── THE DATA ──
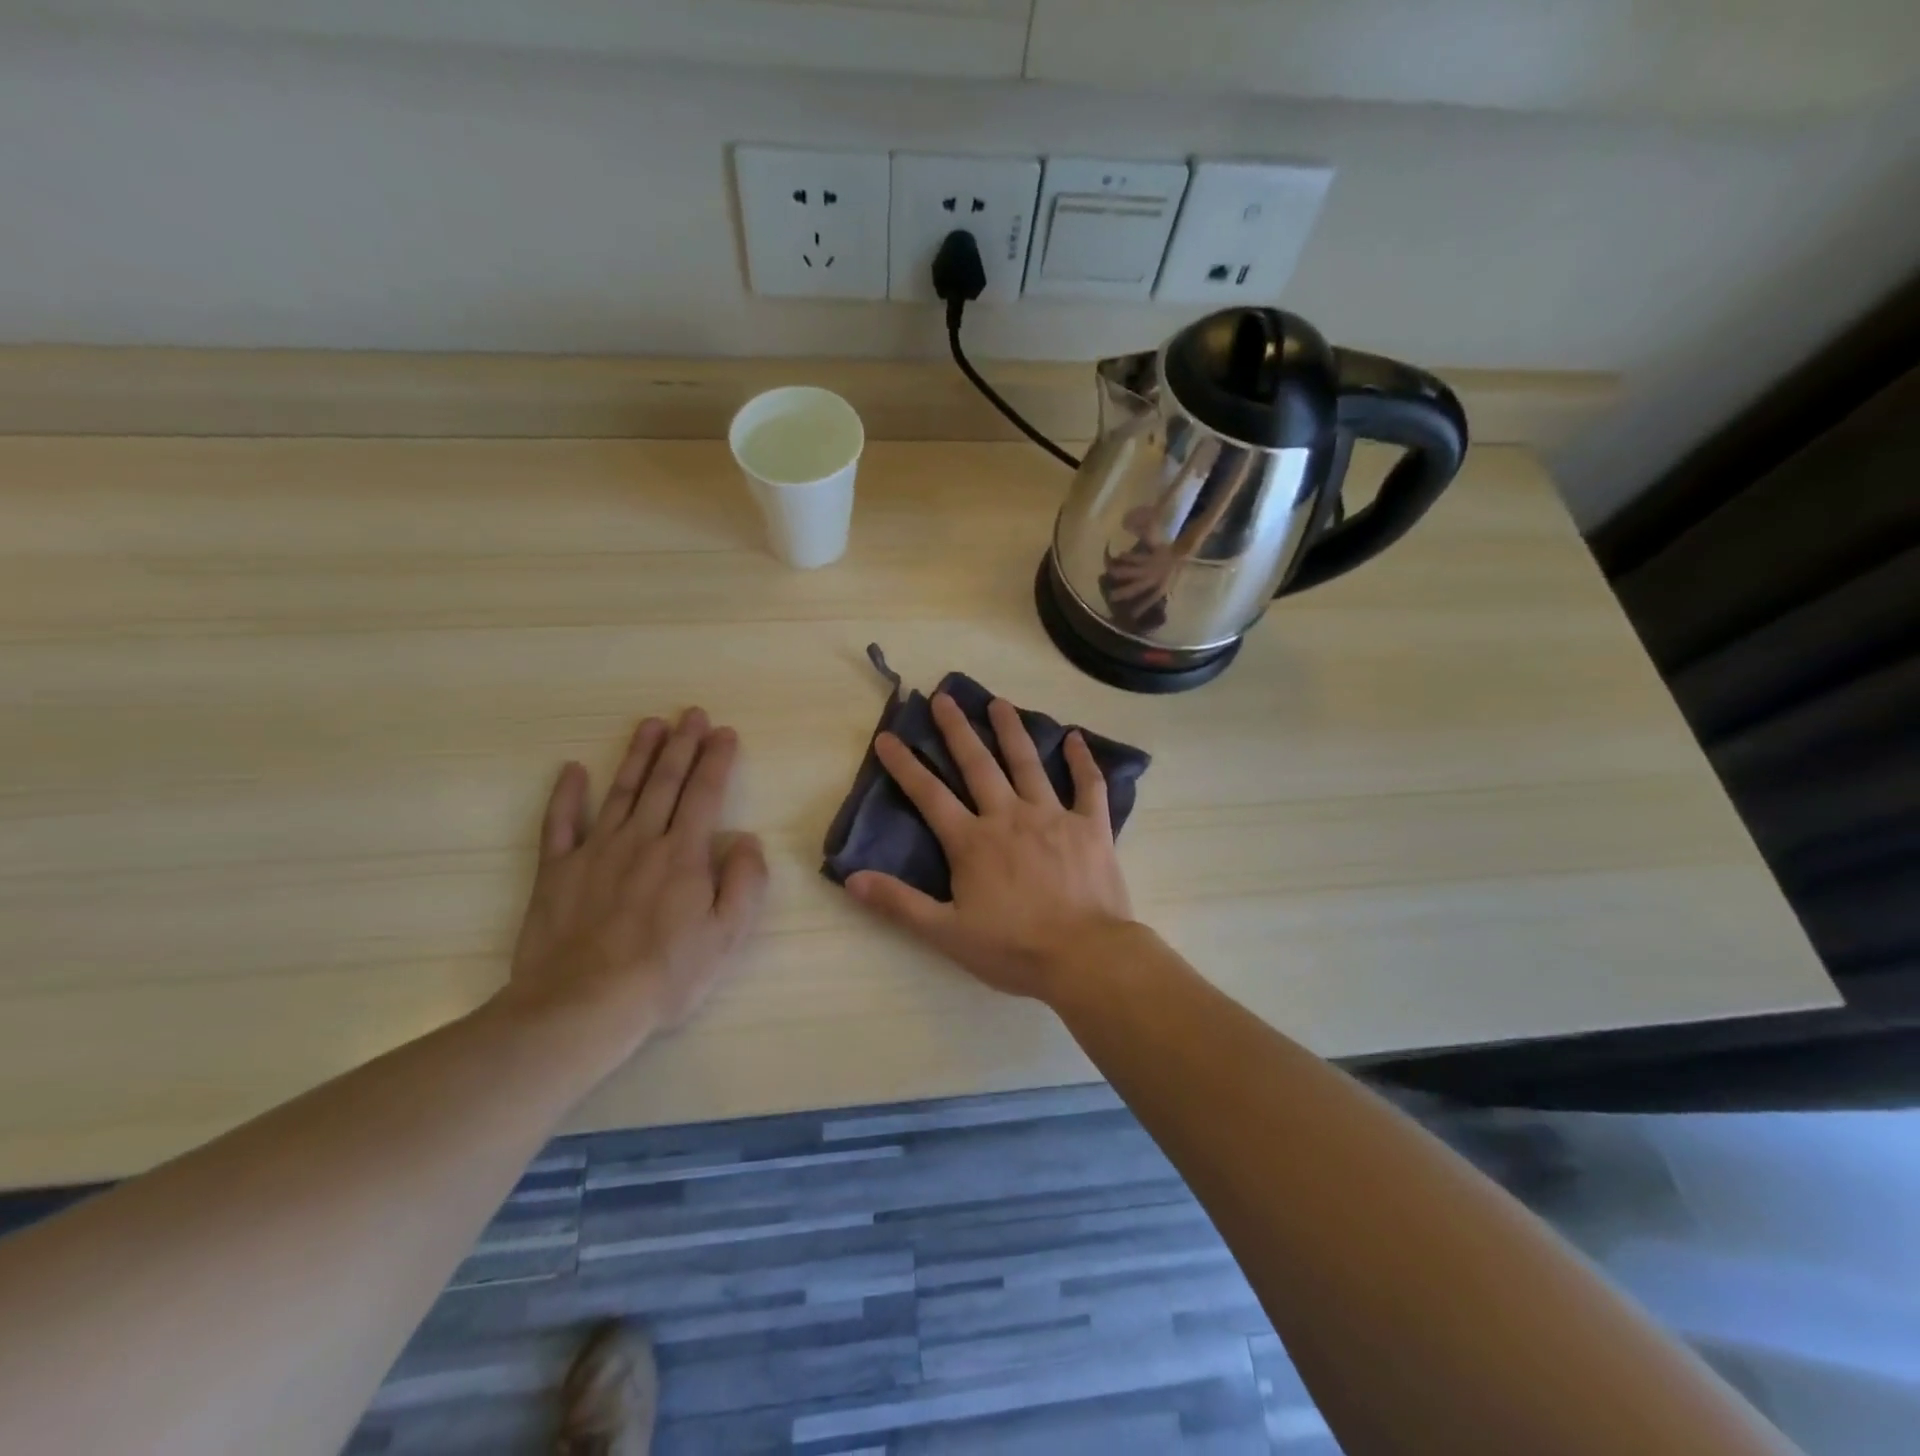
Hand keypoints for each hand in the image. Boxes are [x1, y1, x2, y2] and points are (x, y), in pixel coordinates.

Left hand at [501, 707, 768, 1047]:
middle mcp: (641, 839)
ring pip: (620, 791)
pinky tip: (572, 770)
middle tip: (691, 714)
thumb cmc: (665, 974)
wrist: (581, 1006)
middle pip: (664, 782)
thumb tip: (747, 840)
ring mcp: (594, 851)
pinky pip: (559, 824)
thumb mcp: (726, 935)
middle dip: (682, 744)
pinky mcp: (556, 871)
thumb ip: (745, 882)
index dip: (716, 759)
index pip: (705, 793)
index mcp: (684, 854)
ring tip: (650, 725)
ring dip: (638, 755)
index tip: (724, 732)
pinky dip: (565, 795)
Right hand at [846, 693, 1134, 1001]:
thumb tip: (851, 878)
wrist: (1085, 956)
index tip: (888, 736)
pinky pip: (1088, 785)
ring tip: (999, 702)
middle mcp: (1009, 816)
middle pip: (978, 765)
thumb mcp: (947, 933)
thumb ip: (899, 903)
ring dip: (1011, 730)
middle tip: (944, 697)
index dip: (905, 765)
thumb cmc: (1013, 948)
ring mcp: (1053, 816)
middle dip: (957, 729)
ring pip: (1028, 763)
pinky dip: (1082, 761)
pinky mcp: (1091, 826)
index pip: (929, 794)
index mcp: (972, 841)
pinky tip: (1076, 737)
───
* WHAT IS BEING ASKED *
Transcribe the data exactly, minus any images.

* REPLY *
Hand keypoints for each hand in the image. Boxes are [x1, y1, x2, y2] and points are (x, y), in pixel coordinates.

Left hand at [501, 707, 768, 1047]:
middle mcp: (641, 839)
ring pip: (620, 791)
pinky tip: (572, 770)
middle tip: (691, 714)
thumb cmc: (665, 974)
wrist: (581, 1006)
middle pip: (664, 782)
thumb tip: (747, 840)
ring mcp: (594, 851)
pinky pip: (559, 824)
thumb mcp: (726, 935)
middle dip: (682, 744)
pinky mcp: (556, 871)
thumb ip: (745, 882)
index dip: (716, 759)
index pip: (705, 793)
index mcp: (684, 854)
ring tip: (650, 725)
ring dip: (638, 755)
index tip: (724, 732)
pinky dip: (565, 795)
Right hand at [846, 693, 1134, 1001]:
thumb tip: (851, 878)
wrist: (1085, 956)
index tip: (888, 736)
pinky pip: (1088, 785)
ring tip: (999, 702)
middle mcp: (1009, 816)
middle pip: (978, 765)
thumb mcp: (947, 933)
thumb ip: (899, 903)
ring dip: (1011, 730)
middle tip: (944, 697)
index dip: (905, 765)
thumb cmc: (1013, 948)
ring mcp: (1053, 816)
middle dip: (957, 729)
ring pip: (1028, 763)
pinky dip: (1082, 761)
pinky mcp: (1091, 826)
index pip: (929, 794)
index mcp: (972, 841)
pinky tip: (1076, 737)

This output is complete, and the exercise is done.